Pledge to Continue to Fight to Protect Stronger First Officer Qualification Requirements

Buffalo, New York – July 14th, 2016 – The ‘Families of Continental Flight 3407’ had a very measured response to Wednesday’s news that the Senate had followed the House in passing an FAA extension through September 2017. The family group applauded Congress for resisting pressure from regional airlines to water down strong new entry-level first officer qualification requirements enacted in 2013 as well as for taking other positive steps in the implementation of the 2010 Airline Safety Act. However the group also issued a stern warning to the regionals and their congressional allies that it would continue to carry on its impassioned fight for a true ‘One Level of Safety’ between the nation’s regional and mainline carriers into 2017 and the 115th Congress.

“Make no mistake about it, in upholding these critical first officer qualification requirements, this FAA extension once again spotlights the powerful testimony of Captain Sullenberger before Congress last spring,” stated Scott Maurer of Palmetto, Florida, who lost his thirty year old daughter Lorin. “Anyone walking out of that Senate hearing clearly recognized what an important step Congress and the FAA had taken in raising the bar for regional airlines and their entry level hires, both qualitatively and quantitatively. Now that the regionals’ lobbyists and their allies in the Senate have shown their cards as to how they want to work an end run around these higher standards, it is imperative that we continue to fight for the best interests of the flying public. In the memory of Lorin and all our loved ones who were needlessly lost, we firmly resolve do just that. In the meantime, it is our fervent hope that the regional airlines will shift their focus and energies from fighting these new higher standards to finding ways to elevate the profession of a regional airline first officer, including initiatives that touch on partnerships with both flight schools and mainline carriers, as well as continuing to advance the entry-level and recurrent training provided by all regional carriers.”

The group recognized Congress for including in the extension an April 2017 deadline for the long-awaited FAA implementation of an electronic database of pilot training records to assist commercial airlines in the hiring process. It also praised a House-led effort to get the ball rolling on addressing the impact of advanced technology in the cockpit on pilots’ manual flying skills.

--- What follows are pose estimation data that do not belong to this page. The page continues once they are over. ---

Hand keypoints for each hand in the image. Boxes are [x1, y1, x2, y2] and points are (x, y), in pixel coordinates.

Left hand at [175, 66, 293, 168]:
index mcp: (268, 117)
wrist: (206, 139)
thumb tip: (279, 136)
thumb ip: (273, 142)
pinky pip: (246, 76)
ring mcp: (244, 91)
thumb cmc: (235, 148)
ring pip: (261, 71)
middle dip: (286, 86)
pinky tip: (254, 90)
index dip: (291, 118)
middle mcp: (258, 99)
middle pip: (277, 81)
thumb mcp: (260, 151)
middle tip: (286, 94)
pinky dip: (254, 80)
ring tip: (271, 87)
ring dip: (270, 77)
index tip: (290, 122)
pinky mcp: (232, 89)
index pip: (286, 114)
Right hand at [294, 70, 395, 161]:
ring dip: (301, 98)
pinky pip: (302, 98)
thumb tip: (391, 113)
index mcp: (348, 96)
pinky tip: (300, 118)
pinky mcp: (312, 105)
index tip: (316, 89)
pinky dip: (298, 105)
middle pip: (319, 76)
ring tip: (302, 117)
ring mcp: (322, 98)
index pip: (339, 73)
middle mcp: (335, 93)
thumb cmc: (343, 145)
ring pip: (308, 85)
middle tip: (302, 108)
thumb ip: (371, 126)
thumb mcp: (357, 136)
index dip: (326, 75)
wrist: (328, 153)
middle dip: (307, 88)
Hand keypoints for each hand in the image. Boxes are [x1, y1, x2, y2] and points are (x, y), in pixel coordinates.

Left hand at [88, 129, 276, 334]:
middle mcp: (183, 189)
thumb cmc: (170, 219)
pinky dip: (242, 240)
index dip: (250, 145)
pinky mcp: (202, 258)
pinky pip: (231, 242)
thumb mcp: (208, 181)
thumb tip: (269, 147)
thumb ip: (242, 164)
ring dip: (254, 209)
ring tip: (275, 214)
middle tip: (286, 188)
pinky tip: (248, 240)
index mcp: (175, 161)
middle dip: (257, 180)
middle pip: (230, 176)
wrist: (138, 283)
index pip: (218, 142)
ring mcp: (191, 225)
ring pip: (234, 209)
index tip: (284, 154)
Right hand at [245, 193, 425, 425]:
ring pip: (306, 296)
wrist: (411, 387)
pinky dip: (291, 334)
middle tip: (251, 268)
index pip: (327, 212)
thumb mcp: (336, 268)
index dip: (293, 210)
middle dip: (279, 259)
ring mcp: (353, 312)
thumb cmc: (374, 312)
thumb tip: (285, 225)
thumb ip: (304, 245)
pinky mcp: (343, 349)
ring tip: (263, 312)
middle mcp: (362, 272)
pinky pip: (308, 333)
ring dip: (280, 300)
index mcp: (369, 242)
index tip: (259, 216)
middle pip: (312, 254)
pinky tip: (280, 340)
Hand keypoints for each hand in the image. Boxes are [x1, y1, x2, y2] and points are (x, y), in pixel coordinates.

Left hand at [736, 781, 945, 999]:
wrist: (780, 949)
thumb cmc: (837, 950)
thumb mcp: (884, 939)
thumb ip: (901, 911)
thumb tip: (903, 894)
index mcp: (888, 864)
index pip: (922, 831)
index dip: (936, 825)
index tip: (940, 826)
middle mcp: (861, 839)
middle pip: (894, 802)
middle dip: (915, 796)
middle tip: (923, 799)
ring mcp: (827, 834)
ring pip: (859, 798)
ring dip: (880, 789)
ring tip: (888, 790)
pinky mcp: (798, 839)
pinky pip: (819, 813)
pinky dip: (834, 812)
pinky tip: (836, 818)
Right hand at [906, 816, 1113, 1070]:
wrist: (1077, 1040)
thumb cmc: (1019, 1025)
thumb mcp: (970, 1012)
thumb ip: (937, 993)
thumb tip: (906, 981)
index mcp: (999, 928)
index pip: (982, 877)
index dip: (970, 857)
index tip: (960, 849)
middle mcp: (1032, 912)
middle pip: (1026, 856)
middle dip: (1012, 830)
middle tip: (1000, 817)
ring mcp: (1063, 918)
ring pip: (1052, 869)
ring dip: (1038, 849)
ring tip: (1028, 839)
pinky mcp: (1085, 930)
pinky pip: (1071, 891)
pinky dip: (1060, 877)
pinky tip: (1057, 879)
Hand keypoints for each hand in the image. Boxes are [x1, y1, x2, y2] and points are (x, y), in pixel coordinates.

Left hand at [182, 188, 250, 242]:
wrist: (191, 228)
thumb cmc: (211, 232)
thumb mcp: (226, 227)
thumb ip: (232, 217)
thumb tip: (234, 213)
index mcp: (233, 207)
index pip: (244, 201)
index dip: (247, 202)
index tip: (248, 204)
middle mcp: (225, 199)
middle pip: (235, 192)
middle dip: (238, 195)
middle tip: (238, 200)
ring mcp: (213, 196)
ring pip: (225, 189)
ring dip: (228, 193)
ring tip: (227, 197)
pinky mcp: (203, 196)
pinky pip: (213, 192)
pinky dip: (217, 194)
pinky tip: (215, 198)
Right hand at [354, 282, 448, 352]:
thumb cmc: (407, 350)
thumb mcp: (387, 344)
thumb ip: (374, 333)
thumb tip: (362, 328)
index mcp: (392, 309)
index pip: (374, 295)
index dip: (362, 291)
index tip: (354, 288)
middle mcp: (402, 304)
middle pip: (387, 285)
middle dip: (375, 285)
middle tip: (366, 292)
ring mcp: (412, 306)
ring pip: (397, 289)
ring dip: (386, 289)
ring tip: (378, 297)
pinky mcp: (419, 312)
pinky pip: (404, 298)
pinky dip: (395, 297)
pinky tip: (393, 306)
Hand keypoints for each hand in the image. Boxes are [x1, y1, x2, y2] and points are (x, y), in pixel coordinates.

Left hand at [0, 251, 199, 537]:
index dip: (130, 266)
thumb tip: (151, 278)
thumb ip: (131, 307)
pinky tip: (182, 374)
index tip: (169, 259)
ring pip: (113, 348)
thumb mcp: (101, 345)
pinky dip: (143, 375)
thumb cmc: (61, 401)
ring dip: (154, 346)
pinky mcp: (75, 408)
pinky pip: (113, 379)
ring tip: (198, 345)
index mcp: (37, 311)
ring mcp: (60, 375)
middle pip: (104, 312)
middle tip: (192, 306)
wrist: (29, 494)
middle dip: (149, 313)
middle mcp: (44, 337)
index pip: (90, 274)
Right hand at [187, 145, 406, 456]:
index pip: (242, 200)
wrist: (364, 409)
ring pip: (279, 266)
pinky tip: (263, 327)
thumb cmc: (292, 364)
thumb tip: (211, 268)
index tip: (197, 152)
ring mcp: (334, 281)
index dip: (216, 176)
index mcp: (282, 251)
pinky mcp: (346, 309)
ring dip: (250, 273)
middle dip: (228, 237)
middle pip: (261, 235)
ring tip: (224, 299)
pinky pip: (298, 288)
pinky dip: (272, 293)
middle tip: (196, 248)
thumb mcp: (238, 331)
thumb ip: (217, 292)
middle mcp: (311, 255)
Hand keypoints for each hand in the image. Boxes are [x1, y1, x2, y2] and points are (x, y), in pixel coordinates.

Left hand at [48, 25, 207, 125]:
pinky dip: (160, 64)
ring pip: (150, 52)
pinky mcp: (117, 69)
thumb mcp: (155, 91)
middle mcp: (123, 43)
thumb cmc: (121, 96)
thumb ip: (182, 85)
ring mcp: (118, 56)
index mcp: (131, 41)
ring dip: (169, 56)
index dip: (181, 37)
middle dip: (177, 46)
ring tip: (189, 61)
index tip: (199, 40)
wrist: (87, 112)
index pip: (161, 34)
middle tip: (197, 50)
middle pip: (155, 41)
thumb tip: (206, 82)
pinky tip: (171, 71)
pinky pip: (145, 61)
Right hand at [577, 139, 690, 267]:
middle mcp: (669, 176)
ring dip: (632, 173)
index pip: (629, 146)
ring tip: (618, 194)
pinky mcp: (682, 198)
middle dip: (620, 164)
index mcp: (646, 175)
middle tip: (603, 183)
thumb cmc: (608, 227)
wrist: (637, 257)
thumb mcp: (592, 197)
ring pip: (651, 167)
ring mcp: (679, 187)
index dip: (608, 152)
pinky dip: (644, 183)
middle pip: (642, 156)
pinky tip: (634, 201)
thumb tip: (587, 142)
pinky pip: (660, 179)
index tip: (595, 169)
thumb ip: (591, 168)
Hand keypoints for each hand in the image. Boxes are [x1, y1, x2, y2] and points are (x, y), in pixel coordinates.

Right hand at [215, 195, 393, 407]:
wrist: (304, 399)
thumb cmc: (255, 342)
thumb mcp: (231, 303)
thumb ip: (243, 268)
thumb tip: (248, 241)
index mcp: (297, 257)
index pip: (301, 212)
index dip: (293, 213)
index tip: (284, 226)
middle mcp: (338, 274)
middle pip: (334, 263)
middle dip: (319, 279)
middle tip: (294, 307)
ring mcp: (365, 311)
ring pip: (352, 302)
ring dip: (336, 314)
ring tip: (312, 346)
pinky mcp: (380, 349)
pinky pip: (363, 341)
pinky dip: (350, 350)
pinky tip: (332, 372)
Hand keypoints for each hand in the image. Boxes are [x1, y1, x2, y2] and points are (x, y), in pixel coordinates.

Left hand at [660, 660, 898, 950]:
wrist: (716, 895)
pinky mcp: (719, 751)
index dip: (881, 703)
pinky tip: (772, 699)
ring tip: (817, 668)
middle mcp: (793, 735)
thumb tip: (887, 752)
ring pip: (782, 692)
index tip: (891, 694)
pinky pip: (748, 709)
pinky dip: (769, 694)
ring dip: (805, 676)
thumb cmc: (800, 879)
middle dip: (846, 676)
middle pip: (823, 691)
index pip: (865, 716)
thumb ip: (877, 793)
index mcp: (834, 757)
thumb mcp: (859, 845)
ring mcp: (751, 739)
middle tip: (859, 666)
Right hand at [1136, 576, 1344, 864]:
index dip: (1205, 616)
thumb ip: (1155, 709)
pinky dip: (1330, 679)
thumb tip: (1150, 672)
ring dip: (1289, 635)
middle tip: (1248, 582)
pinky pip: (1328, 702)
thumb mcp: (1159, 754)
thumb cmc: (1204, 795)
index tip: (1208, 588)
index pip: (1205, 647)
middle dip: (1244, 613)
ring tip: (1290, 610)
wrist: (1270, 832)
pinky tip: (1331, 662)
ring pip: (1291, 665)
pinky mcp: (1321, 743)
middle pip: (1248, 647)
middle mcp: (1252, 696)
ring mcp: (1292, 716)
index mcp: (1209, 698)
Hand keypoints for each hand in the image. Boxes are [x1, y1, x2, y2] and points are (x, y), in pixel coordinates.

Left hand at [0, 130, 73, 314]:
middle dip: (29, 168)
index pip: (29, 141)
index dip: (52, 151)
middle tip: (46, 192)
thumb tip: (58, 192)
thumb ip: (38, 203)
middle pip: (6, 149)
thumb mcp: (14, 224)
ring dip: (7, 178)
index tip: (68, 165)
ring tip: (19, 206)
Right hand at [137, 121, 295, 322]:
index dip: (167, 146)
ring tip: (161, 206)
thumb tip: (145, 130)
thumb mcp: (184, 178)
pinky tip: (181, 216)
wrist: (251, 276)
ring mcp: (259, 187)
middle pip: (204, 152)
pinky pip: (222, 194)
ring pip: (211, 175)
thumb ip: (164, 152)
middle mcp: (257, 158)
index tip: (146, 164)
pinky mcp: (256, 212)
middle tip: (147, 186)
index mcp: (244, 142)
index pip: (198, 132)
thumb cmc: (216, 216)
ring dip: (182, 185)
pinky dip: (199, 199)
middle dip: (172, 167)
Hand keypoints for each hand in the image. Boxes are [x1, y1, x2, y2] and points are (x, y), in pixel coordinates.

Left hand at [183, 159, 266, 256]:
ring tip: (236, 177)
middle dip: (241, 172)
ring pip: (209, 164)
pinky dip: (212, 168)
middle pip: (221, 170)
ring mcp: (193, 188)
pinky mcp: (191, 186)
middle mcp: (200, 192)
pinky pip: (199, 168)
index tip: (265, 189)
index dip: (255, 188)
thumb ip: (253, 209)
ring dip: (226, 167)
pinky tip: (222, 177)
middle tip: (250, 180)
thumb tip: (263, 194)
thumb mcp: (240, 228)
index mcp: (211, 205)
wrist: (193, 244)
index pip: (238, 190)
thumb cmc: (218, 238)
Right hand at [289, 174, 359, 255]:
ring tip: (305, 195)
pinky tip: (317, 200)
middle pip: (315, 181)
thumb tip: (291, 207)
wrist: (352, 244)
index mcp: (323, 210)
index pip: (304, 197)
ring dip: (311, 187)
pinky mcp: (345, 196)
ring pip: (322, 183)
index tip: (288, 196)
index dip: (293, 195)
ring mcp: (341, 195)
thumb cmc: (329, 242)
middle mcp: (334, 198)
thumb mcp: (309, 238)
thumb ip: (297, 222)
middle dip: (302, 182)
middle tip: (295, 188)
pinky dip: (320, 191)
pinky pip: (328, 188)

“Obviously holding the line on the first officer qualification requirements will always be at the forefront of our efforts,” stated Susan Bourque of East Aurora, New York who lost her sister and noted 9/11 widow Beverly Eckert. “But this extension also marks an important step in pushing FAA to bring this pilot record database project to fruition, along with the critical transparency in the hiring process that it will provide. We call on Administrator Huerta to step up to the plate in delivering on this very overdue NTSB-directed safety initiative. Finally, kudos to Congressmen Shuster, DeFazio, LoBiondo, and Larsen for responding to the January DOT Inspector General report on automation in the cockpit and taking the first steps to ensure that this challenge is appropriately addressed by our commercial aviation system moving forward.”